Al no ser yo historiador, ni siquiera dentro del campo que se supone debe ser el mío —la teología— sólo puedo pensar el acontecimiento cuyo quinto centenario se celebra, de manera simbólica. Parecería además que para ello hubiera el destino preparado al personaje central, cuyo nacimiento y cuyo cadáver desaparecen en el misterio. Como para que adquiriera aún más significación el hecho. Tal Melquisedec cuyo pasado y futuro material se pierden en las tinieblas como para hacer resallar mejor la importancia «simbólica» del encuentro: el del padre de Israel con el Dios Altísimo a quien aquél sirve y representa.

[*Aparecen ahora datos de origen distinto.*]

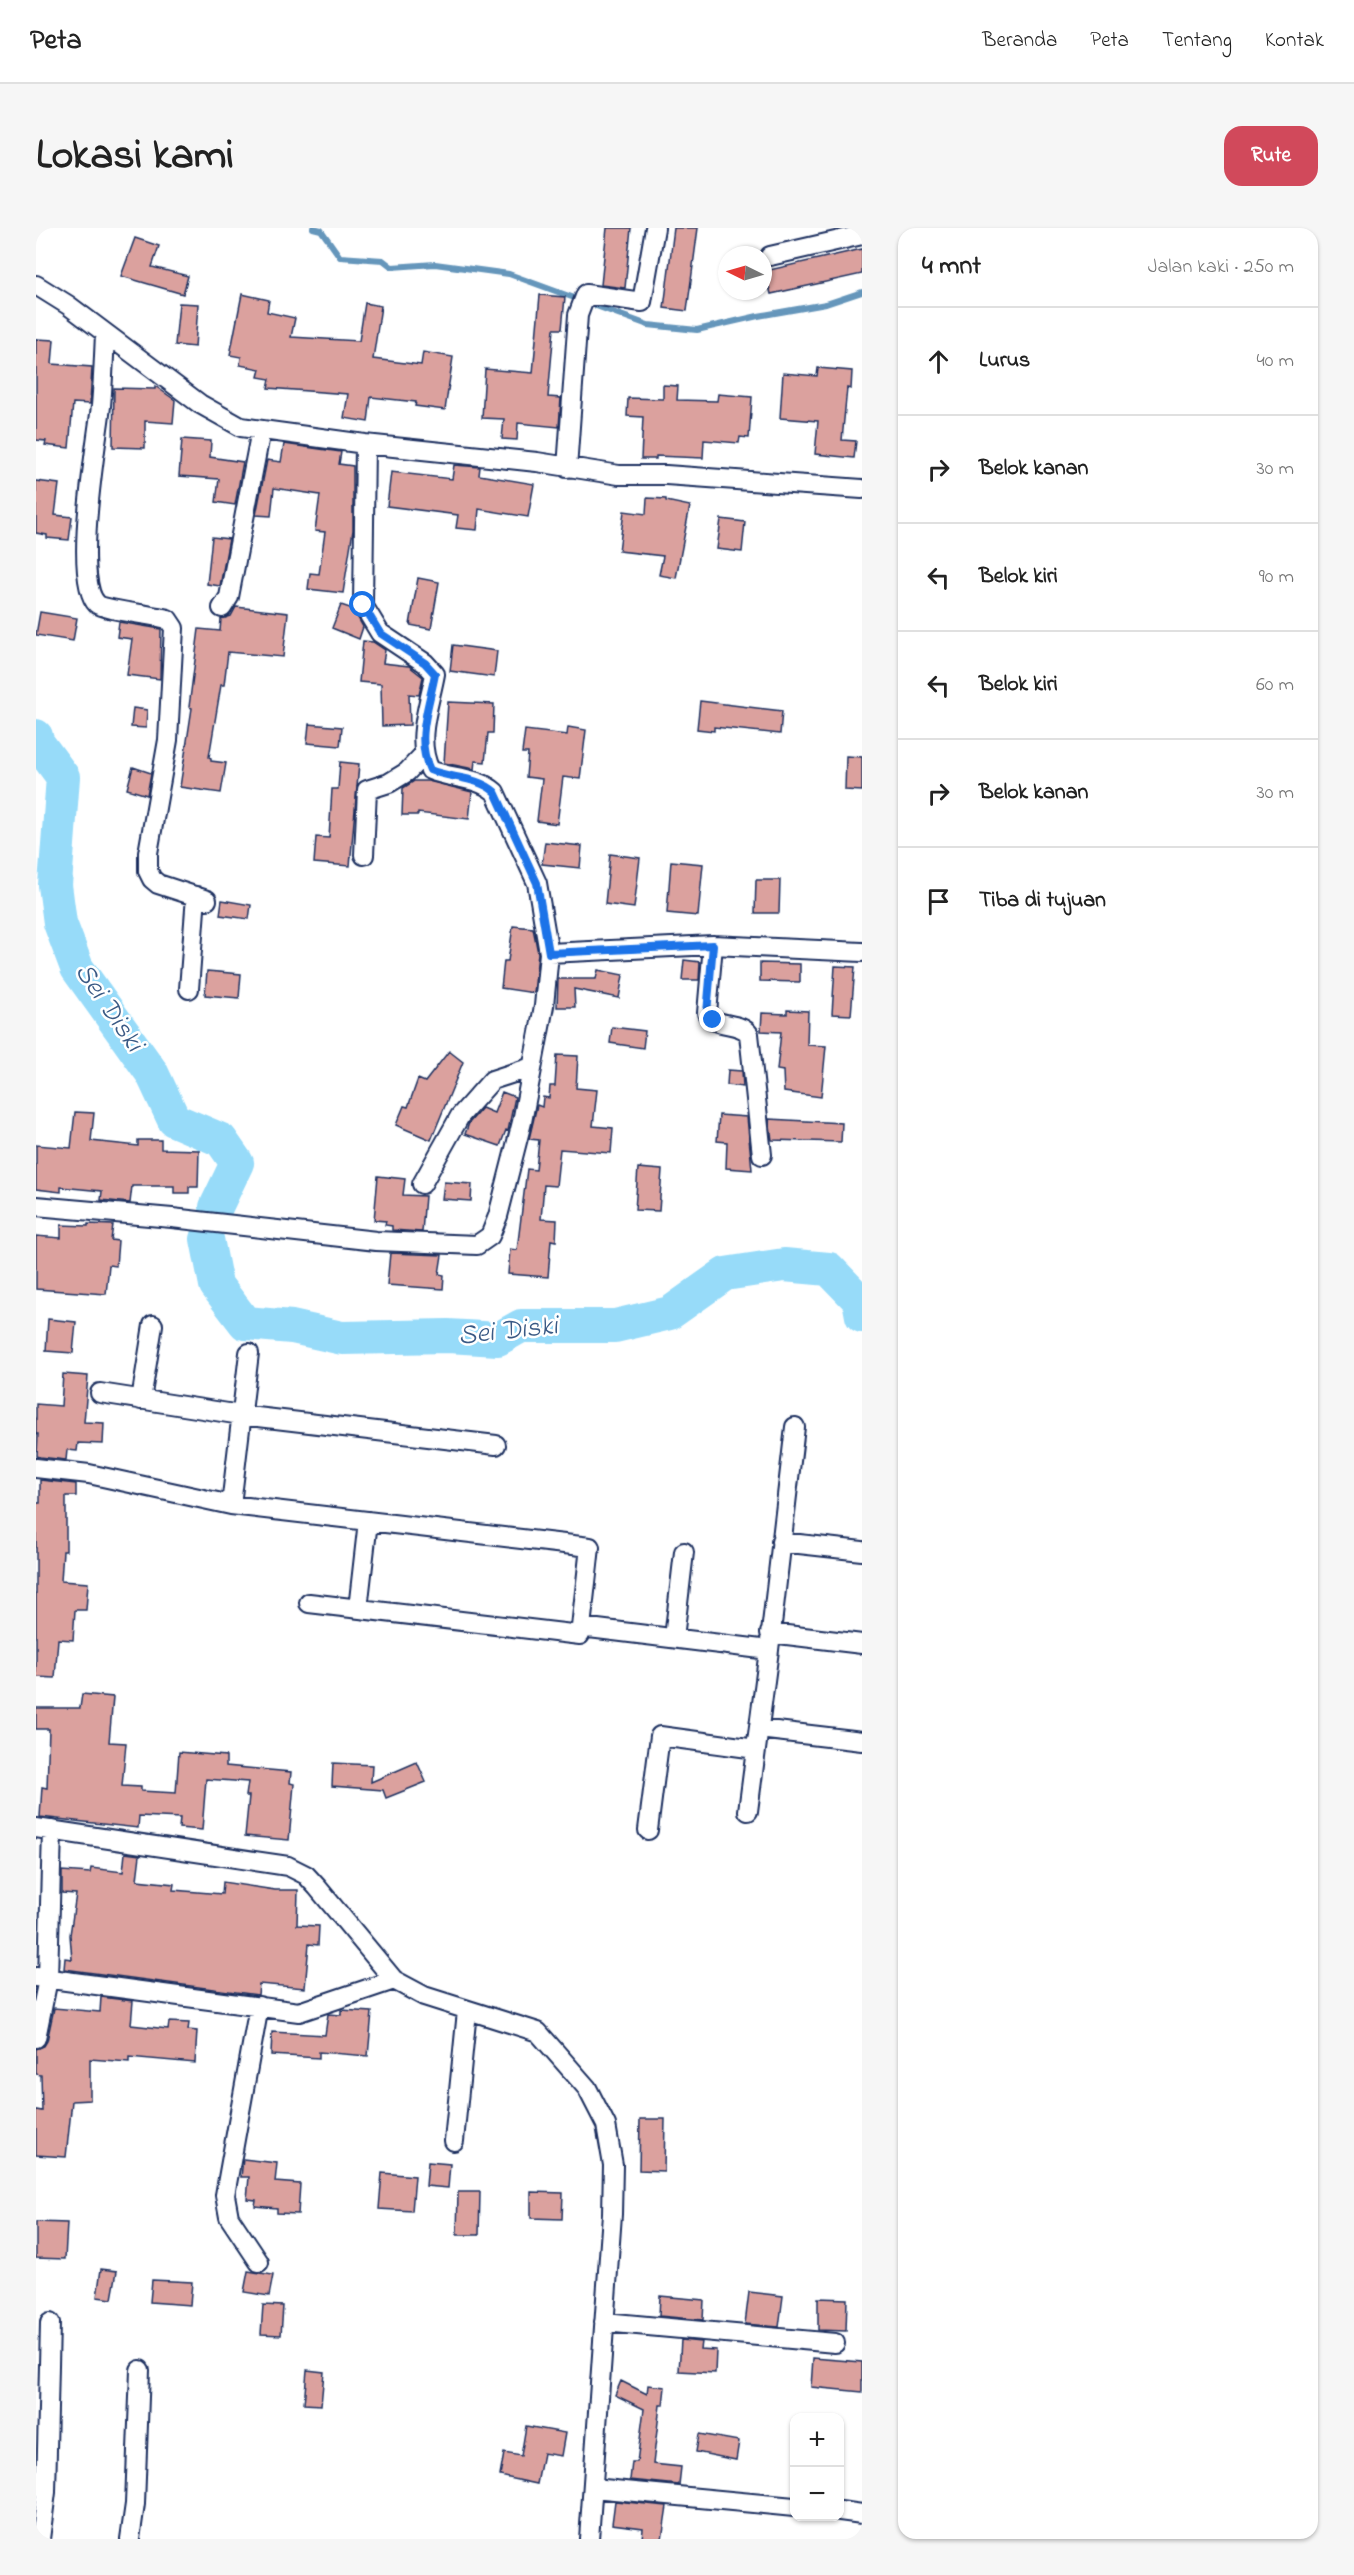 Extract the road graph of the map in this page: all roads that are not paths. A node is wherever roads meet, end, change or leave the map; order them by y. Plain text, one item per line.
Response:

Cuando digo que sólo puedo pensar en aquel acontecimiento como simbólico, no insinúo que haya que despojarlo de su sólida materialidad. De alguna manera, trenzada con otras infinitas variables, la forma concreta con que Europa se topa con América a través de esas carabelas que arriban hace medio milenio al Caribe, está presente en problemas de tanto calibre y urgencia como la deuda externa latinoamericana. Pero esa deuda, que me aparece en los rostros conocidos que veo todos los días junto a mí, no simboliza mi precisa identidad latino, o hispanoamericana, si se prefiere.

Lo que me apresto a celebrar cala más hondo aún como símbolo de un origen. De un origen muy preciso que condiciona la misma forma de mi pensamiento, mi lugar en el mundo. Y en esa misma medida, debo decir que el símbolo que celebro y sobre el cual medito no es el «descubrimiento de América». Comprendo, sí, que sea ésa la forma en que influyó en la vida de Europa: la conquista de un nuevo espacio, temporal y espiritual, para Europa. Ese espacio nuevo que se ofrece primero a España, luego a Portugal, luego a otras naciones europeas, va a cambiar y a determinar de ese modo en gran parte el destino de todas esas naciones del «viejo mundo».

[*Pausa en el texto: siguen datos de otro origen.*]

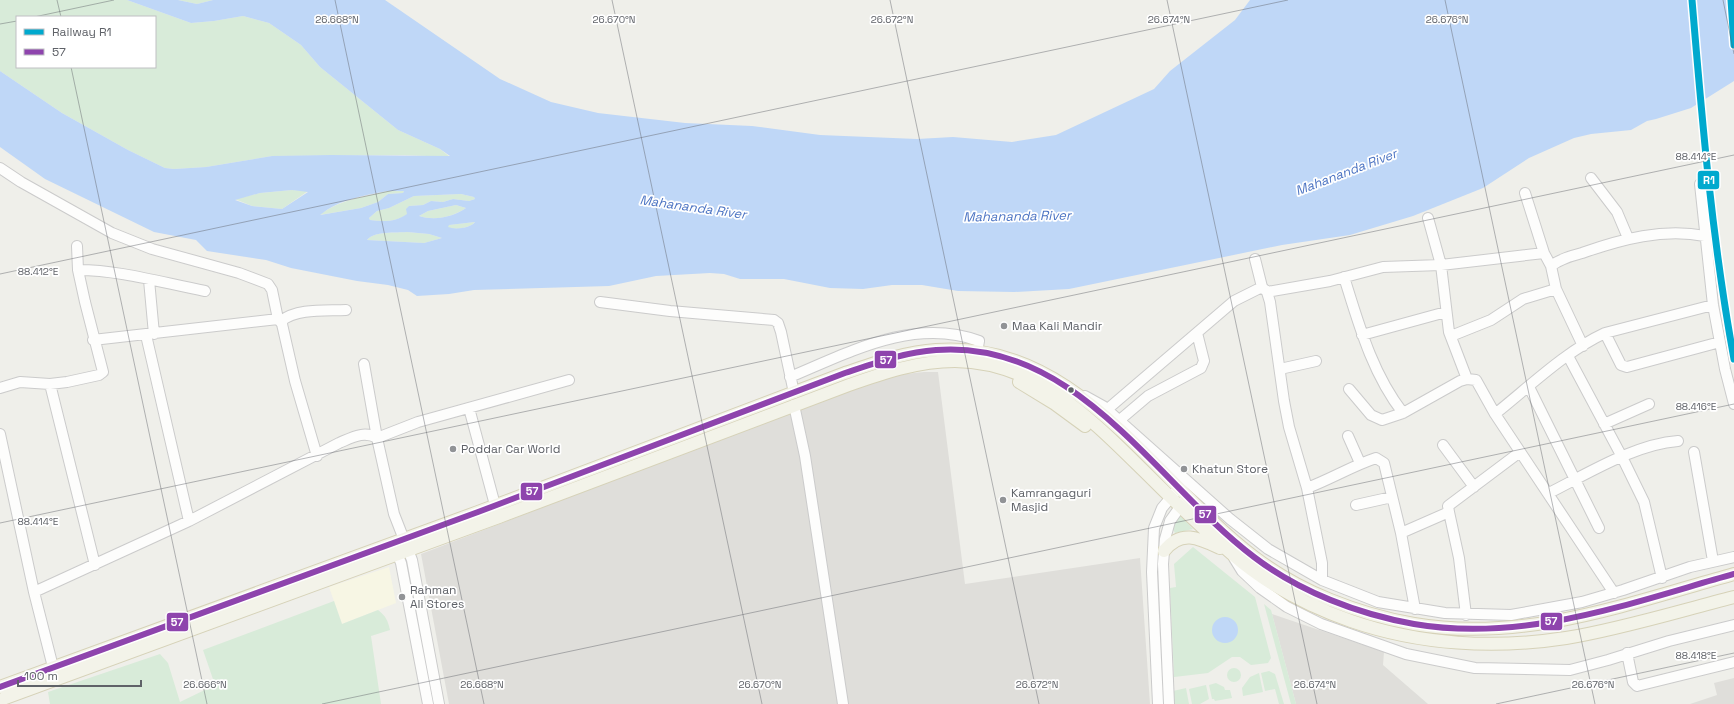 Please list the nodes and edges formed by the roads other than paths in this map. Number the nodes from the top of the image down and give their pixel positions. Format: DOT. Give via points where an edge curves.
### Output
graph roads {
  1 [pos="0,168"];
  2 [pos="1591,178"];
  3 [pos="1700,184"];
  4 [pos="1525,193"];
  5 [pos="1428,218"];
  6 [pos="1705,236"];
  7 [pos="1628,238"];
  8 [pos="77,246"];
  9 [pos="1544,253"];
  10 [pos="1255,259"];
  11 [pos="1441,265"];
  12 [pos="1551,266"];
  13 [pos="78,270"];
  14 [pos="1344,277"];
  15 [pos="149,280"];
  16 [pos="1556,289"];
  17 [pos="1265,290"];
  18 [pos="205,291"];
  19 [pos="600,302"];
  20 [pos="1713,305"];
  21 [pos="346,310"];
  22 [pos="1446,312"];
  23 [pos="279,320"];
  24 [pos="1197,333"];
  25 [pos="1605,333"];
  26 [pos="150,334"];
  27 [pos="1362,335"];
  28 [pos="1451,336"];
  29 [pos="93,340"];
  30 [pos="1720,342"];
  31 [pos="1583,346"];
  32 [pos="976,352"];
  33 [pos="1568,356"];
  34 [pos="1316,361"];
  35 [pos="364,364"];
  36 [pos="1280,369"];
  37 [pos="790,377"];
  38 [pos="1467,379"];
  39 [pos="569,380"];
  40 [pos="50,384"];
  41 [pos="1529,387"];
  42 [pos="0,388"];
  43 [pos="1349,389"];
  44 [pos="794,393"];
  45 [pos="1649,404"];
  46 [pos="1734,404"];
  47 [pos="794,406"];
  48 [pos="469,408"];
  49 [pos="1105,412"];
  50 [pos="1402,413"];
  51 [pos="1495,414"];
  52 [pos="1117,423"];
  53 [pos="1604,424"];
  54 [pos="0,434"];
  55 [pos="1348,436"];
  56 [pos="377,438"];
  57 [pos="1678,441"];
  58 [pos="1443,446"];
  59 [pos="2,450"];
  60 [pos="1520,452"];
  61 [pos="1694,452"];
  62 [pos="317,456"];
  63 [pos="1622,458"];
  64 [pos="1360,463"];
  65 [pos="1574,480"];
  66 [pos="1190,483"];
  67 [pos="1474,487"];
  68 [pos="1307,488"];
  69 [pos="1549,493"];
  70 [pos="1179,496"];
  71 [pos="1392,497"];
  72 [pos="495,505"];
  73 [pos="1356,505"];
  74 [pos="1449,512"];
  75 [pos="189,520"];
  76 [pos="1599,528"];
  77 [pos="1401,533"];
  78 [pos="401,547"];
  79 [pos="1164,551"];
  80 [pos="1232,554"];
  81 [pos="1734,557"];
  82 [pos="1713,561"];
  83 [pos="95,565"];
  84 [pos="1152,572"];
  85 [pos="1164,572"];
  86 [pos="1734,574"];
  87 [pos="1662,578"];
  88 [pos="1322,580"];
  89 [pos="34,592"];
  90 [pos="1614,593"];
  91 [pos="1734,597"];
  92 [pos="1415,609"];
  93 [pos="1466,615"];
  94 [pos="1734,624"];
  95 [pos="1627,653"];
  96 [pos="1734,662"];
  97 [pos="53,667"];
  98 [pos="1168,683"];
  99 [pos="1157,684"];
  100 [pos="0,687"];
  101 [pos="0,700"];
  102 [pos="428,704"];
  103 [pos="439,704"];
  104 [pos="843,704"];
  105 [pos="1158,704"];
  106 [pos="1170,704"];
  1 -- 23 [label="street" via="112,233 152,249 239,273 268,284 272,290"];
  2 -- 7 [label="street" via="1617,212"];
  3 -- 6 [label="street"];
  4 -- 9 [label="street"];
  5 -- 11 [label="street"];
  6 -- 7 [label="street" via="1690,233"];
  6 -- 20 [label="street"];
  7 -- 12 [label="street" via="1563,259"];
  8 -- 13 [label="street"];
  9 -- 11 [label="street"];
  9 -- 12 [label="street"];
  10 -- 17 [label="street"];
  11 -- 14 [label="street" via="1384,267"];
  11 -- 22 [label="street"];
  12 -- 16 [label="street"];
  13 -- 15 [label="street"];
  13 -- 29 [label="street"];
  14 -- 17 [label="street"];
  14 -- 27 [label="street"];
  15 -- 18 [label="street"];
  15 -- 26 [label="street"];
  16 -- 28 [label="street" via="1523,299 1491,320"];
  16 -- 31 [label="street"];
  17 -- 24 [label="street" via="1234,301"];
  17 -- 36 [label="street"];
  19 -- 37 [label="street" via="646,309 774,320 781,332"];
  20 -- 25 [label="street"];
  20 -- 30 [label="street"];
  21 -- 23 [label="street" via="298,313"];
  22 -- 27 [label="street"];
  22 -- 28 [label="street"];
  23 -- 26 [label="street"];
  23 -- 62 [label="street"];
  24 -- 49 [label="street"];
  24 -- 52 [label="street" via="1204,361 1201,368 1148,396"];
  25 -- 30 [label="street" via="1621,364 1627,367"];
  25 -- 31 [label="street"];
  26 -- 29 [label="street"];
  26 -- 75 [label="street"];
  27 -- 50 [label="street" via="1386,391"];
  28 -- 38 [label="street"];
  29 -- 40 [label="street" via="103,372"];
  30 -- 46 [label="street"];
  31 -- 33 [label="street"];
  32 -- 37 [label="street" via="980,341 942,334 914,334 870,344"];
  32 -- 44 [label="main road" via="930,345 877,354 819,376"];
  32 -- 49 [label="main road" via="1022,363 1061,382"];
  33 -- 41 [label="street"];
  33 -- 53 [label="street"];
  34 -- 36 [label="street"];
  35 -- 56 [label="street"];
  36 -- 68 [label="street" via="1289,427"];
  37 -- 44 [label="street"];
  38 -- 50 [label="street"];
  38 -- 51 [label="street" via="1476,380"];
  39 -- 48 [label="street"];
  40 -- 42 [label="street" via="20,382"];
  40 -- 83 [label="street"];
  41 -- 51 [label="street"];
  41 -- 65 [label="street"];
  43 -- 50 [label="street" via="1376,418 1390,419"];
  44 -- 72 [label="main road"];
  45 -- 53 [label="street"];
  47 -- 70 [label="main road" via="849,384 901,368 956,361 980,364 1031,388 1056,404 1097,436 1121,449"];
  47 -- 78 [label="main road"];
  47 -- 104 [label="street" via="805,456"];
  48 -- 56 [label="street" via="418,422"];
  48 -- 72 [label="street"];
  49 -- 52 [label="main road"];
  51 -- 60 [label="street"];
  52 -- 66 [label="street"];
  52 -- 70 [label="main road"];
  53 -- 63 [label="street"];
  54 -- 59 [label="street"];
  55 -- 64 [label="street"];
  56 -- 62 [label="street" via="362,434 339,443"];
  56 -- 78 [label="street"];
  57 -- 63 [label="street" via="1657,443"];
  58 -- 67 [label="street"];
  59 -- 89 [label="street"];
  60 -- 67 [label="street"];
  60 -- 69 [label="street"];
  61 -- 82 [label="street"];
  62 -- 75 [label="street"];
  63 -- 65 [label="street"];
  63 -- 87 [label="street" via="1644,502"];
  64 -- 68 [label="street"];
  64 -- 71 [label="street" via="1376,458 1384,463"];
  65 -- 69 [label="street"];
  65 -- 76 [label="street"];
  66 -- 70 [label="street"];
  66 -- 88 [label="street" via="1268,550"];
  67 -- 74 [label="street" via="1448,506"];
  68 -- 88 [label="street" via="1322,563"];
  69 -- 90 [label="street"];
  70 -- 79 [label="street" via="1166,528"];
  70 -- 80 [label="main road"];
  70 -- 84 [label="street" via="1157,518 1154,528"];
  70 -- 86 [label="main road" via="1243,548 1297,584 1355,608 1396,620 1430,626 1484,629 1558,622"];
  71 -- 73 [label="street"];
  71 -- 77 [label="street"];
  72 -- 78 [label="main road"];
  74 -- 77 [label="street"];
  74 -- 93 [label="street" via="1459,558"];
  75 -- 83 [label="street"];
  77 -- 92 [label="street"];
  78 -- 97 [label="main road"];
  78 -- 101 [label="main road"];
  78 -- 102 [label="street" via="401,563"];
  78 -- 103 [label="street" via="412,560"];
  79 -- 80 [label="main road" via="1176,541 1191,537 1202,539"];
  79 -- 85 [label="street"];
  80 -- 91 [label="main road" via="1297,598 1352,622 1399,635 1468,644 1520,643 1569,637"];
  80 -- 95 [label="street" via="1242,571 1260,588 1287,607 1334,629 1406,654 1475,668 1557,671 1582,668"];
  81 -- 82 [label="street"];
  82 -- 87 [label="street"];
  83 -- 89 [label="street"];
  84 -- 85 [label="street"];
  84 -- 99 [label="street"];
  85 -- 98 [label="street"];
  87 -- 90 [label="street"];
  88 -- 92 [label="street" via="1378,602"];
  89 -- 97 [label="street"];
  90 -- 93 [label="street" via="1530,612 1496,616"];
  92 -- 93 [label="street"];
  94 -- 95 [label="street"];
  95 -- 96 [label="street" via="1637,686"];
  97 -- 100 [label="main road"];
  98 -- 99 [label="street"];
  98 -- 106 [label="street"];
  99 -- 105 [label="street"];
}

Pero en América Latina o Hispana, el acontecimiento simbólico no les un descubrimiento. Es, más bien, el encuentro mutuo de dos munidos notablemente distintos, pero ambos igualmente «humanos». Estoy celebrando, entonces, más que un descubrimiento, la «primera comunicación» entre dos mundos humanos destinados, por ese acontecimiento, a vivir en simbiosis.

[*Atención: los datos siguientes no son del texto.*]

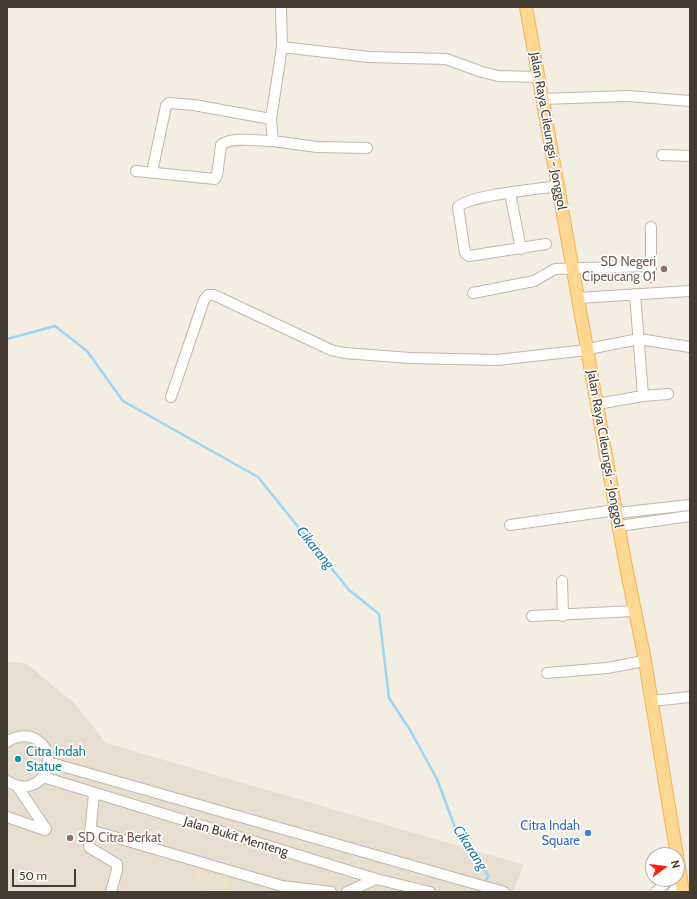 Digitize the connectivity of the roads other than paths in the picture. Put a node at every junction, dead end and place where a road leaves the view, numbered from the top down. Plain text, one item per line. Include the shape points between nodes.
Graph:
1 (281, 7) edge
2 (526, 7) edge
3 (282, 47) junction
4 (538, 76) junction
5 (542, 99) junction
6 (690, 101) edge
7 (271, 118) junction
8 (273, 141) junction
9 (367, 148) dead end
10 (662, 155) dead end
11 (690, 156) edge
12 (136, 171) dead end
13 (152, 172) junction
14 (558, 186) junction
15 (510, 192) junction
16 (651, 227) dead end
17 (546, 244) dead end
18 (521, 249) junction
19 (572, 269) junction
20 (690, 291) edge
21 (473, 293) dead end
22 (635, 294) junction
23 (578, 298) junction
24 (639, 339) junction
25 (690, 347) edge
26 (587, 350) junction
27 (668, 394) dead end
28 (643, 396) junction
29 (171, 397) dead end
30 (597, 404) junction
31 (690, 505) edge
32 (617, 512) junction
33 (690, 516) edge
34 (510, 525) dead end
35 (620, 526) junction
36 (562, 581) dead end
37 (634, 611) junction
38 (532, 616) dead end
39 (563, 616) junction
40 (644, 661) junction
41 (547, 673) dead end
42 (690, 697) edge
43 (652, 701) junction
44 (9, 738) edge
45 (48, 762) junction
46 (43, 777) junction
47 (11, 785) edge
48 (94, 794) junction
49 (7, 817) edge
50 (90, 830) junction
51 (674, 847) edge
52 (376, 879) junction
53 (682, 887) edge
54 (302, 891) edge
55 (427, 891) edge
56 (111, 892) edge
57 (331, 892) edge
58 (346, 892) edge
59 (504, 892) edge
60 (673, 892) edge

1 - 3 street
2 - 4 main road, Jalan Raya Cileungsi - Jonggol
3 - 4 street via 370,57 446,59 498,76
3 - 7 street
4 - 5 main road, Jalan Raya Cileungsi - Jonggol
5 - 6 street via 628,96
5 - 14 main road, Jalan Raya Cileungsi - Jonggol
7 - 8 street
7 - 13 street via 194,105 170,104 166,106
8 - 9 street via 317,147
8 - 13 street via 224,142 221,145 215,179
10 - 11 street
12 - 13 street
14 - 15 street
14 - 19 main road, Jalan Raya Cileungsi - Jonggol
15 - 18 street
15 - 18 street via 466,202 458,207 465,253 472,257
16 - 19 street via 651,271
17 - 18 street
19 - 21 street via 555,270 534,281
19 - 23 main road, Jalan Raya Cileungsi - Jonggol
20 - 22 street
22 - 23 street
22 - 24 street
23 - 26 main road, Jalan Raya Cileungsi - Jonggol
24 - 25 street
24 - 26 street
24 - 28 street
26 - 29 street via 497,360 344,353 331,350 214,295 208,295 204,300
26 - 30 main road, Jalan Raya Cileungsi - Jonggol
27 - 28 street
28 - 30 street
30 - 32 main road, Jalan Raya Cileungsi - Jonggol
31 - 32 street
32 - 34 street
32 - 35 main road, Jalan Raya Cileungsi - Jonggol
33 - 35 street
35 - 37 main road, Jalan Raya Cileungsi - Jonggol
36 - 39 street
37 - 39 street
37 - 40 main road, Jalan Raya Cileungsi - Jonggol
38 - 39 street
40 - 41 street via 607,668
40 - 43 main road, Jalan Raya Cileungsi - Jonggol
42 - 43 street
43 - 51 main road, Jalan Raya Cileungsi - Jonggol
44 - 45 street via 23,736 34,739 43,746
45 - 46 street
45 - 59 street
46 - 47 street via 28,786
46 - 48 street, Jalan Bukit Menteng
47 - 49 street via 46,829
48 - 50 street
48 - 52 street, Jalan Bukit Menteng
50 - 54 street via 241,876
50 - 56 street via 90,848 117,864
52 - 55 street, Jalan Bukit Menteng
52 - 58 street
53 - 60 street
54 - 57 street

Obviamente, no pretenderé describir, ni menos evaluar, cómo se hizo esa simbiosis o cuáles fueron sus resultados. El mismo hecho de pensar y de escribir en el «nuevo mundo» que comienza en Colón, me coloca ya en una situación determinada, interesada y tal vez culpable, incapaz en todo caso de decir una palabra imparcial sobre la simbiosis en cuestión.

Sólo puedo meditar en algunos elementos que tomaron parte en ella y que están presentes en ese suceso cuyo primer medio milenio se conmemora. Y escribir unas breves anotaciones sobre uno de los problemas que plantea la mutua comunicación que allí comienza. Colón no sólo lleva consigo a América la cultura europea de su época. O por mejor decir, dentro de ella, simbólicamente también, lleva la cruz, el signo de algo que va a formar parte integrante y central de la comunicación entre esos dos mundos humanos: el cristianismo.

Mi planteamiento acerca de ese encuentro entre el cristianismo que Colón llevaba y las religiones existentes en el mundo pre-colombino va a dejar de lado un punto muy crítico de la historiografía. Algo que, no dudo, va a influir bastante en que se celebre o no de buen grado el quinto centenario de ese simbólico suceso de la llegada de Colón a América. Me refiero a la llamada por algunos «leyenda negra». Esta constituye (junto con la crítica de la Inquisición con la que se halla unida), uno de los frutos más lógicos de la Ilustración europea. Sea o no verídica —o, mejor, sean o no justas las proporciones que se le asignan— ella constituye la protesta de la razón humana ante las pretensiones de la sociedad civil de imponer por la fuerza una religión determinada coartando la libertad de pensar de los habitantes de un territorio cualquiera.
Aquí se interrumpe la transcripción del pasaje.